> **Exercise directions**
Return all the lines below in which the string "points" appears.

> **Data for review**

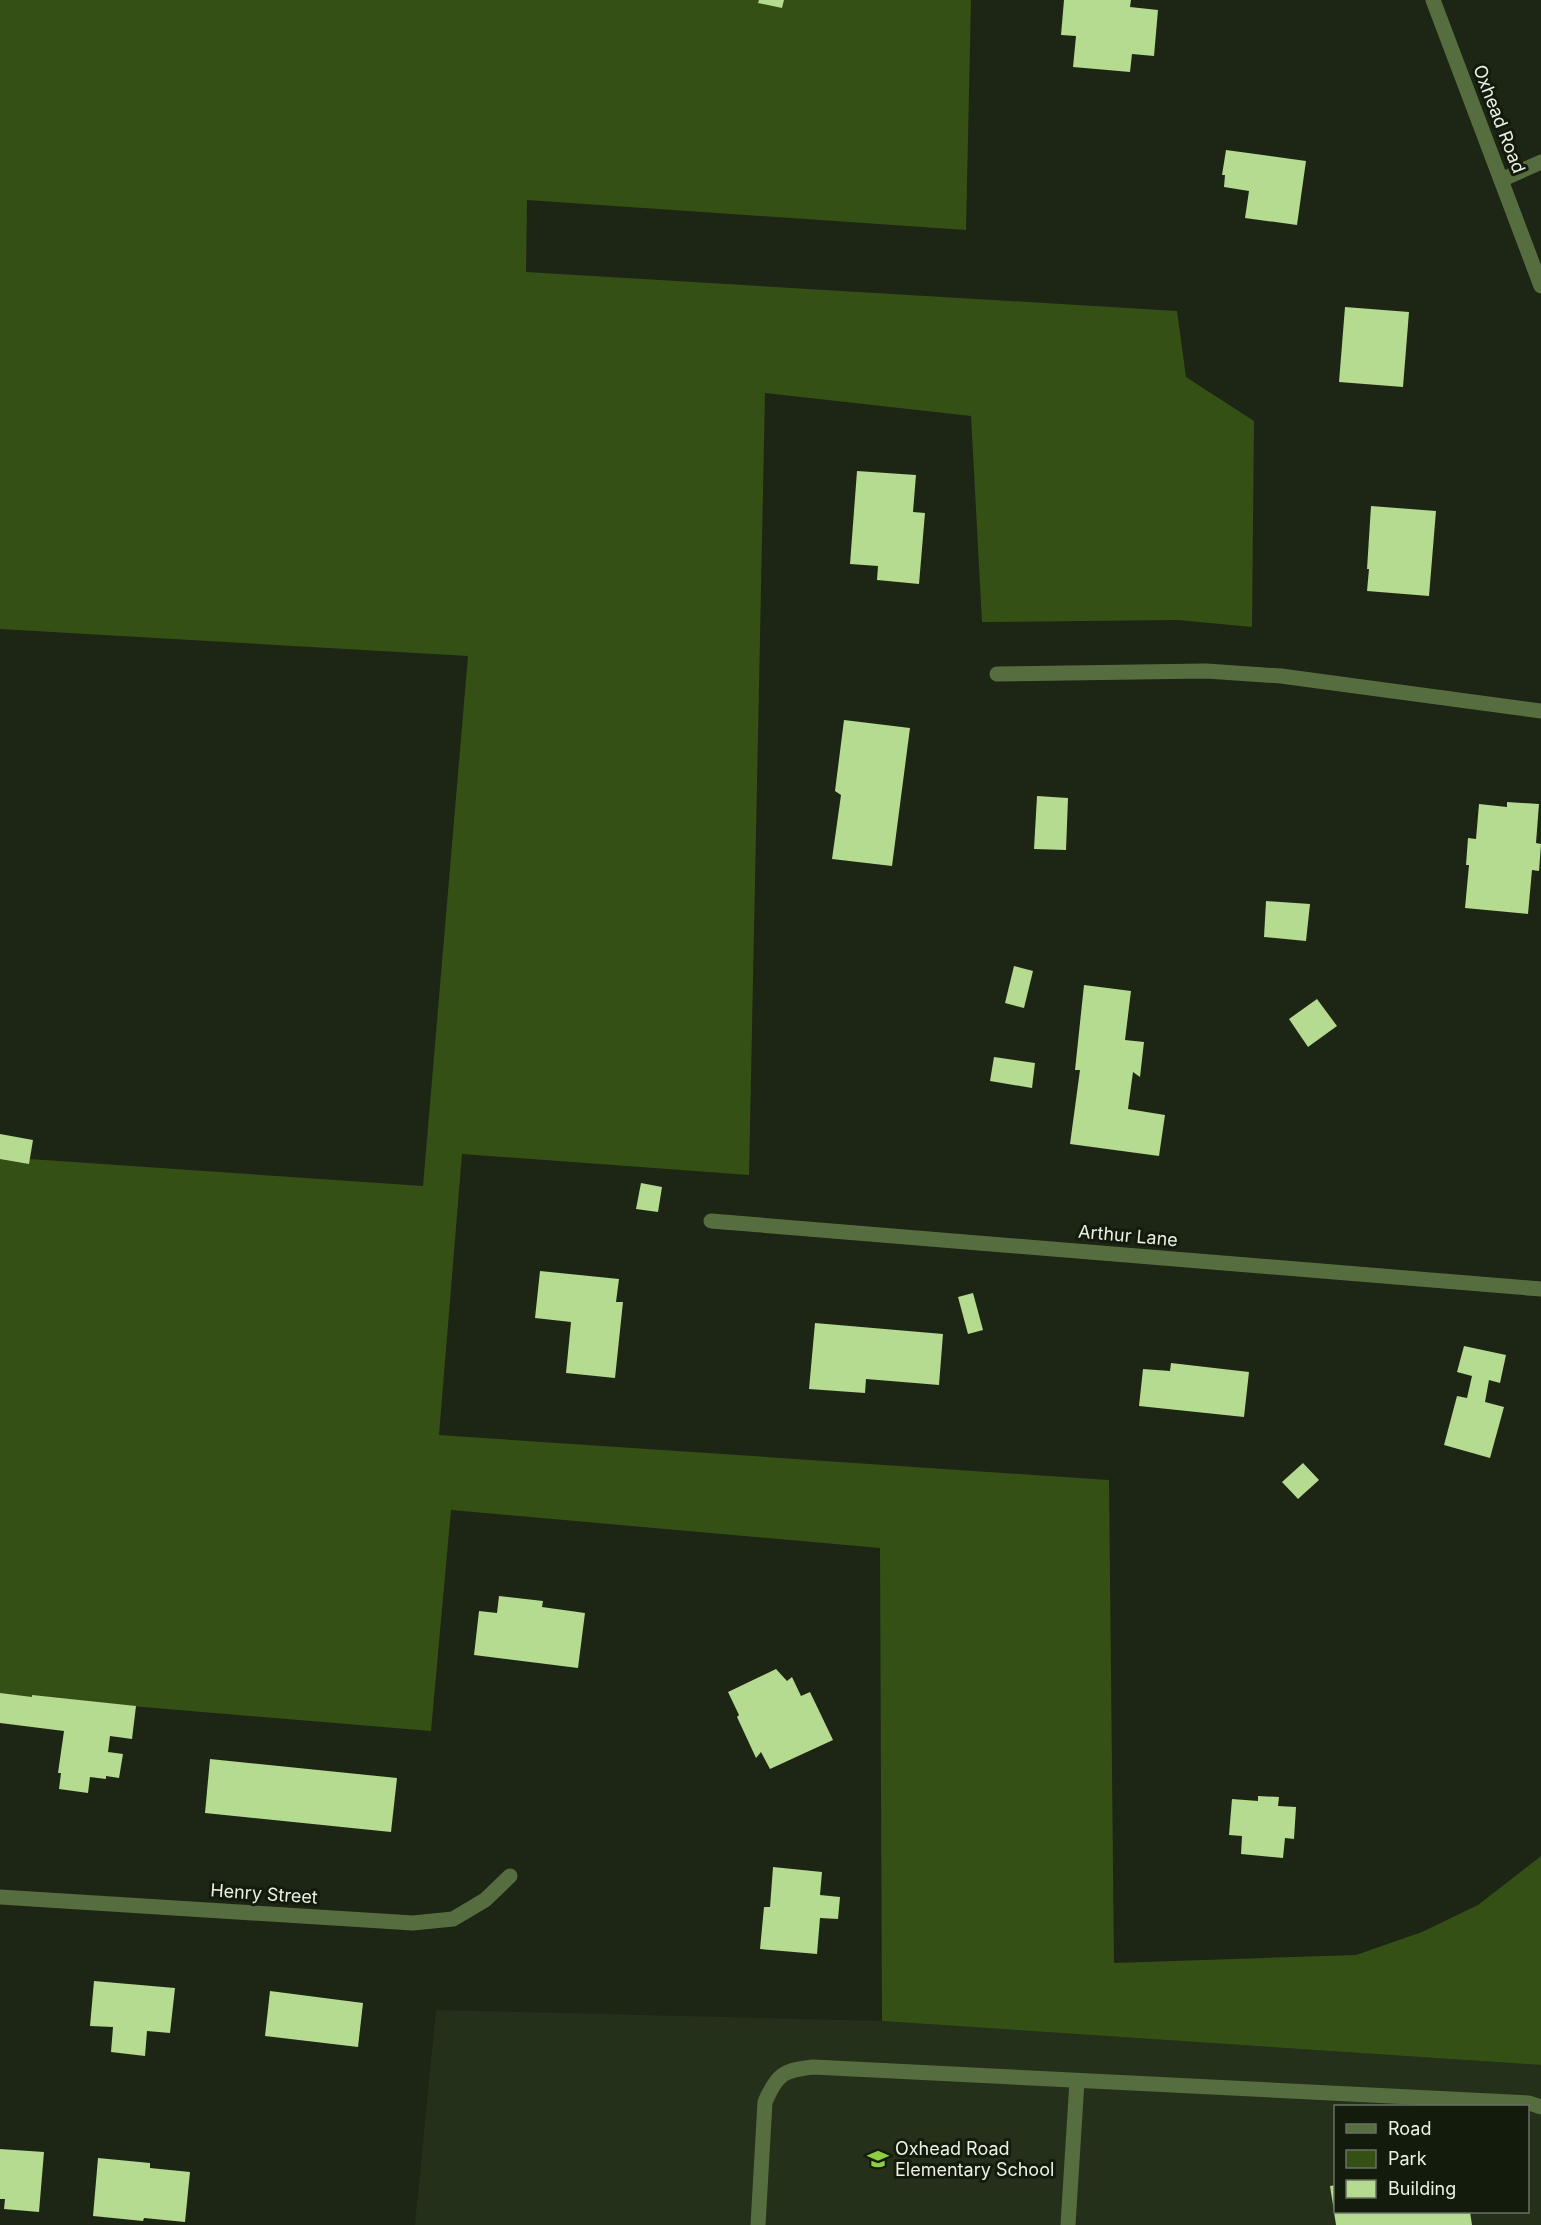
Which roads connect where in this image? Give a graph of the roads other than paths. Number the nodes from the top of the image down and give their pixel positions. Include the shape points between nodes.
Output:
1 (1433, 0) edge
2 (1541, 162) edge
3 (1501, 180) junction
4 (1541, 286) edge
5 (997, 674) dead end
6 (1541, 711) edge
7 (711, 1221) dead end
8 (1541, 1289) edge
9 (510, 1875) dead end
10 (0, 1897) edge
11 (1077, 2081) junction
12 (1541, 2107) edge
13 (758, 2225) edge
14 (1068, 2225) edge

1 - 3 street, Oxhead Road
2 - 3 street
3 - 4 street, Oxhead Road
5 - 6 street via 1206,671 1281,676
7 - 8 street, Arthur Lane
9 - 10 street, Henry Street via 485,1900 453,1919 413,1923
11 - 12 street via 1529,2103
11 - 13 street via 813,2067 789,2070 772,2085 765,2102
11 - 14 street

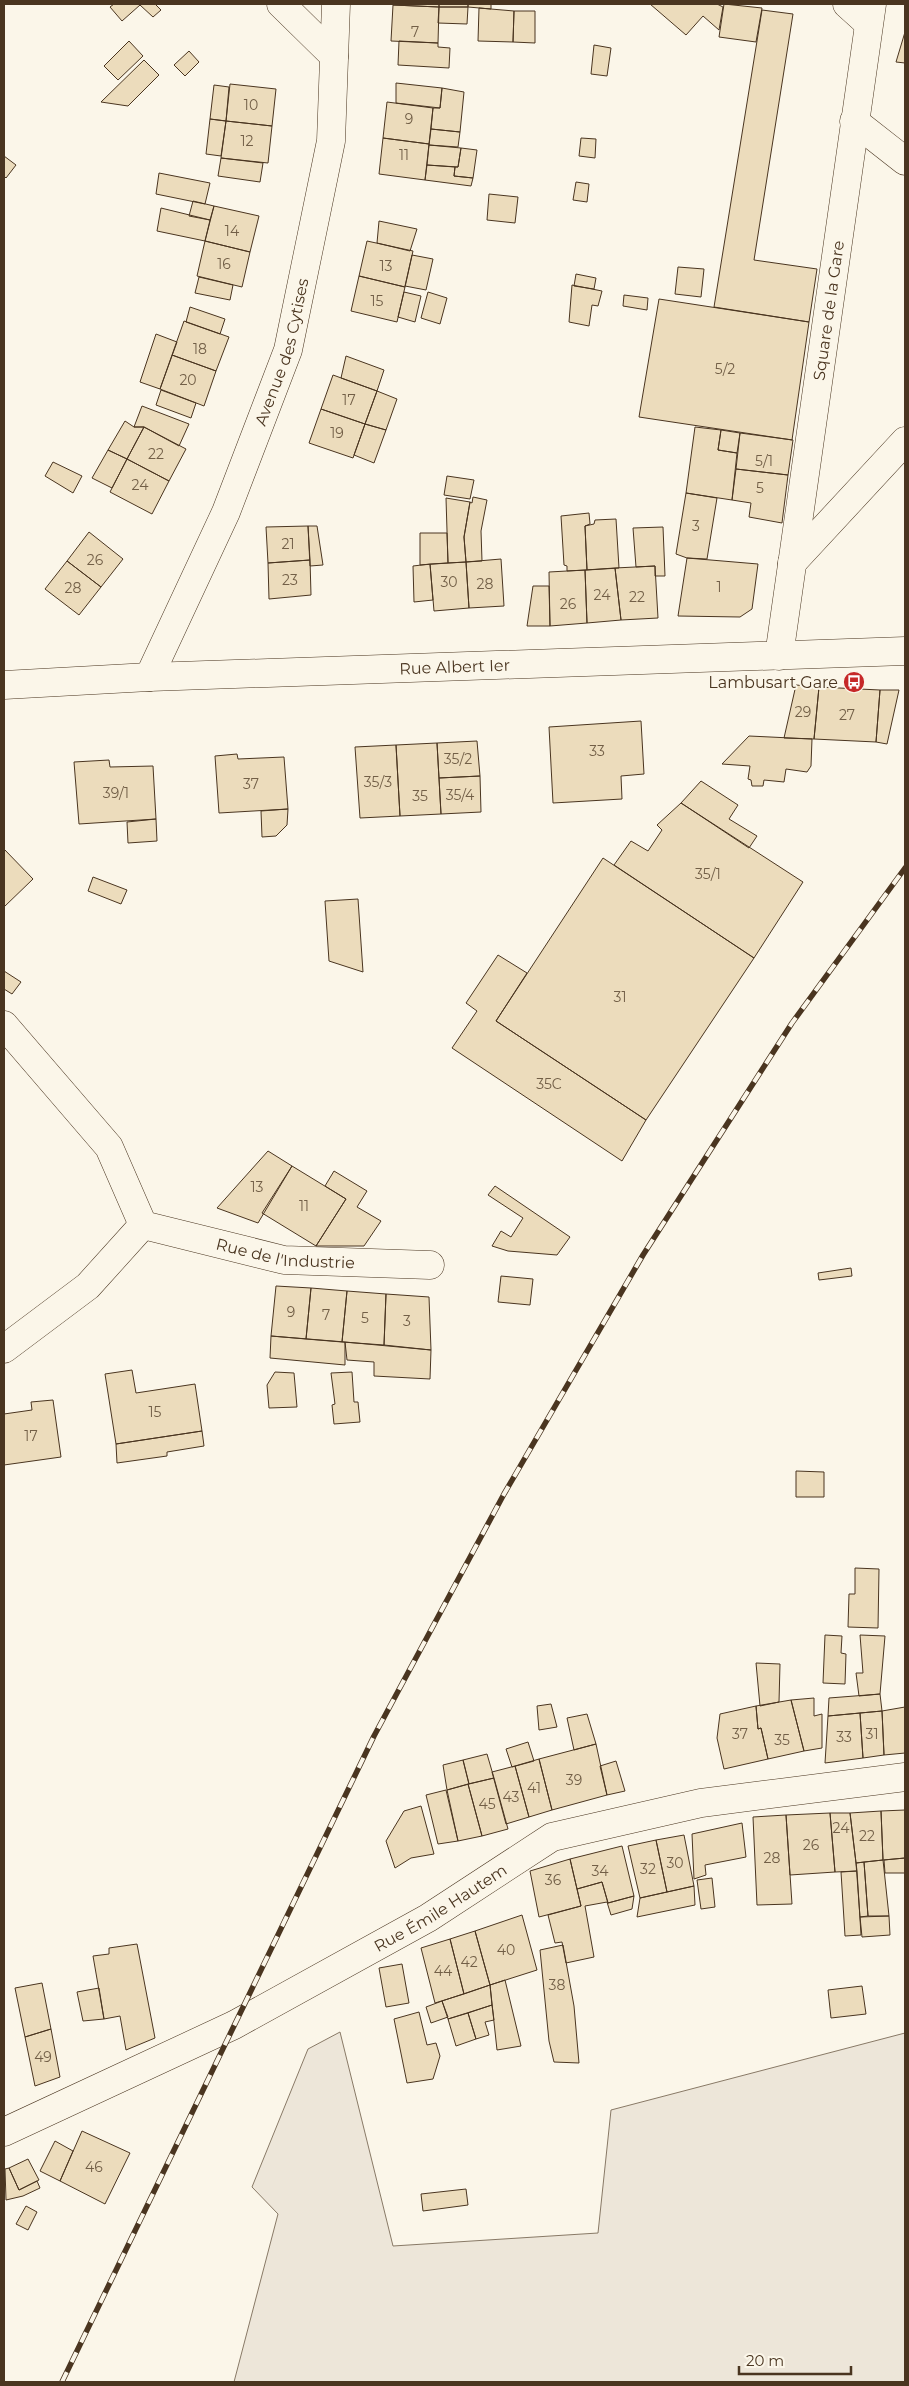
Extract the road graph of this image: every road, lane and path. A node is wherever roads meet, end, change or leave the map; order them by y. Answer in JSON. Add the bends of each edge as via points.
{"nodes":[{"id":1,"x":282,"y":4,"type":"edge"},
{"id":2,"x":336,"y":4,"type":"edge"},
{"id":3,"x":847,"y":4,"type":"edge"},
{"id":4,"x":870,"y":14,"type":"edge"},
{"id":5,"x":334,"y":56,"type":"junction"},
{"id":6,"x":854,"y":121,"type":"junction"},
{"id":7,"x":905,"y":161,"type":"edge"},
{"id":8,"x":905,"y":441,"type":"edge"},
{"id":9,"x":792,"y":563,"type":"junction"},
{"id":10,"x":905,"y":651,"type":"edge"},
{"id":11,"x":779,"y":656,"type":"junction"},
{"id":12,"x":149,"y":677,"type":"junction"},
{"id":13,"x":4,"y":685,"type":"edge"},
{"id":14,"x":4,"y":1025,"type":"edge"},
{"id":15,"x":143,"y":1225,"type":"junction"},
{"id":16,"x":430,"y":1265,"type":"dead end"},
{"id":17,"x":4,"y":1349,"type":"edge"},
{"id":18,"x":905,"y":1778,"type":"edge"},
{"id":19,"x":4,"y":2132,"type":"edge"}],
"edges":[{"from":1,"to":5,"type":"street"},
{"from":2,"to":5,"type":"street","name":"Avenue des Cytises"},
{"from":3,"to":4,"type":"street"},
{"from":4,"to":6,"type":"street","name":"Square de la Gare"},
{"from":5,"to":12,"type":"street","name":"Avenue des Cytises","via":[[331,141],[288,350],[226,512]]},
{"from":6,"to":7,"type":"street"},
{"from":6,"to":9,"type":"street","name":"Square de la Gare"},
{"from":8,"to":9,"type":"street"},
{"from":9,"to":11,"type":"street","name":"Square de la Gare"},
{"from":10,"to":11,"type":"street","name":"Rue Albert Ier"},
{"from":11,"to":12,"type":"street","name":"Rue Albert Ier"},
{"from":12,"to":13,"type":"street","name":"Rue Albert Ier"},
{"from":14,"to":15,"type":"street","via":[[108,1147]]},
{"from":15,"to":16,"type":"street","name":"Rue de l'Industrie","via":[[284,1260]]},
{"from":15,"to":17,"type":"street","via":[[88,1286]]},
{"from":18,"to":19,"type":"street","name":"Rue Émile Hautem","via":[[701,1803],[552,1837],[428,1918],[234,2024]]}]}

> **Response to this exercise**
Which roads connect where in this image? Give a graph of the roads other than paths. Number the nodes from the top of the image down and give their pixel positions. Include the shape points between nodes.
Extract the road graph of this image: every road, lane and path. A node is wherever roads meet, end, change or leave the map; order them by y. Answer in JSON. Add the bends of each edge as via points.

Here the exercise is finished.